» TASK
Each line below that contains the word "Right" must be copied.

» DATA SHOWN

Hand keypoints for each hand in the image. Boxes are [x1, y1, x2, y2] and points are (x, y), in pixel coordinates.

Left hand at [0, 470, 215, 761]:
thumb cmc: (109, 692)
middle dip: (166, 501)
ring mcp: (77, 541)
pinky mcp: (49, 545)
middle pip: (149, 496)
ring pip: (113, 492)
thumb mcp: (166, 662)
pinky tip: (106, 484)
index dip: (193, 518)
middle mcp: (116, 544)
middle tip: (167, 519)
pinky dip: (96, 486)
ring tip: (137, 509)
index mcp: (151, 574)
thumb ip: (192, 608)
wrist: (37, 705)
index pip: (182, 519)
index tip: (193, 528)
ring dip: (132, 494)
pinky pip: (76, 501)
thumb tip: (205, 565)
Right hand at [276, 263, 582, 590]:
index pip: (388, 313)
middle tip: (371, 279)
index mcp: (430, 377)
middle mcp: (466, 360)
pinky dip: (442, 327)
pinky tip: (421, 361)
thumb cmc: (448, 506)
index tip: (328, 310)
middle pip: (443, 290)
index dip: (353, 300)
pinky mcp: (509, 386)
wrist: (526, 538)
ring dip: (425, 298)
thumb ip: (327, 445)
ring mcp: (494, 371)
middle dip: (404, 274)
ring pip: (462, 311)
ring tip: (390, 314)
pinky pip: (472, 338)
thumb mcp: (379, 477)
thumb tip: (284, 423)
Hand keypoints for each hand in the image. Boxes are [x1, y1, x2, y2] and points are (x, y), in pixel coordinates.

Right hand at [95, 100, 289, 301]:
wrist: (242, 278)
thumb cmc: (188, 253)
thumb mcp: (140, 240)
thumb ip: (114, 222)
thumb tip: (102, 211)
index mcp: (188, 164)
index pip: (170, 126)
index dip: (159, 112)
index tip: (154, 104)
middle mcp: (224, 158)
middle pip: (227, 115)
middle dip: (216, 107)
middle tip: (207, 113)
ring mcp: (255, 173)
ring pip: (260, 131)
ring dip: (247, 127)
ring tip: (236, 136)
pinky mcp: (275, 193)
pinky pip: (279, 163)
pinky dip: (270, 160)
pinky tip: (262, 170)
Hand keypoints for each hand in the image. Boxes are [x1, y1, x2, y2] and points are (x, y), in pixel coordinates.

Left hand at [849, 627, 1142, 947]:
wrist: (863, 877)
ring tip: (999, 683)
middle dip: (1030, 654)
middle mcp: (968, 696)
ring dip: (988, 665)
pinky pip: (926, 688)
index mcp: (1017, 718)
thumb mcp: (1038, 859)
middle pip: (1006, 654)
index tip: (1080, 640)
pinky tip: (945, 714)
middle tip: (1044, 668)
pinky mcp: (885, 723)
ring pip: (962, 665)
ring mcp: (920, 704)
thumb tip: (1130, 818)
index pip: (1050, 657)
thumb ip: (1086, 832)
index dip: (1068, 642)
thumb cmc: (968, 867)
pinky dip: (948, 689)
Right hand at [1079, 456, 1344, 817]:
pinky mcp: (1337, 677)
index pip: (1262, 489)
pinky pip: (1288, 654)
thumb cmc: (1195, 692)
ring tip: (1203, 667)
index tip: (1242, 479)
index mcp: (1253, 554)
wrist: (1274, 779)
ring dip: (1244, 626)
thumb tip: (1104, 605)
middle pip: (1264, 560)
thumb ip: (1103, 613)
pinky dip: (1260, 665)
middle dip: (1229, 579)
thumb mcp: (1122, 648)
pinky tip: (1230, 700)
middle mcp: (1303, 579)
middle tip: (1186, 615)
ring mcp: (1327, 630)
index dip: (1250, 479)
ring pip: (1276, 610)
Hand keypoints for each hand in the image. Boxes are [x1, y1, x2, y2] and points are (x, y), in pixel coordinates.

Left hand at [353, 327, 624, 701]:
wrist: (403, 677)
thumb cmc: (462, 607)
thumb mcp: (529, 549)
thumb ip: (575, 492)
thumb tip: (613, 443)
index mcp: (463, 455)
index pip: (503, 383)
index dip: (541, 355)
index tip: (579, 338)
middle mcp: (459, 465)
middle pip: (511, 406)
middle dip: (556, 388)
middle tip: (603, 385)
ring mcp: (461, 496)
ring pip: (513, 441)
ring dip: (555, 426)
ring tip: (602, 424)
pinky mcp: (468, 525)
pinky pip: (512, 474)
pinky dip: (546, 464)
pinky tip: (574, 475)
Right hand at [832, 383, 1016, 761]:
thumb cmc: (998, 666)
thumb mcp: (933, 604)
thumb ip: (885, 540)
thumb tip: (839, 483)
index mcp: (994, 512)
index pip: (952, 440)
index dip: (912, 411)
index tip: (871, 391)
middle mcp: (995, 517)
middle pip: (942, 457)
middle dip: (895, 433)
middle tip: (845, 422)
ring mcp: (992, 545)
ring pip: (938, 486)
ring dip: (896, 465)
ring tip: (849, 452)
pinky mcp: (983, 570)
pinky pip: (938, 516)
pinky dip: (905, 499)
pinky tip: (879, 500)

» ANSWER TO THE PROBLEM
Right hand at [276, 263, 582, 590]:
Right hand at [95, 100, 289, 301]:
Right hand at [1079, 456, 1344, 817]:
Right hand at [832, 383, 1016, 761]:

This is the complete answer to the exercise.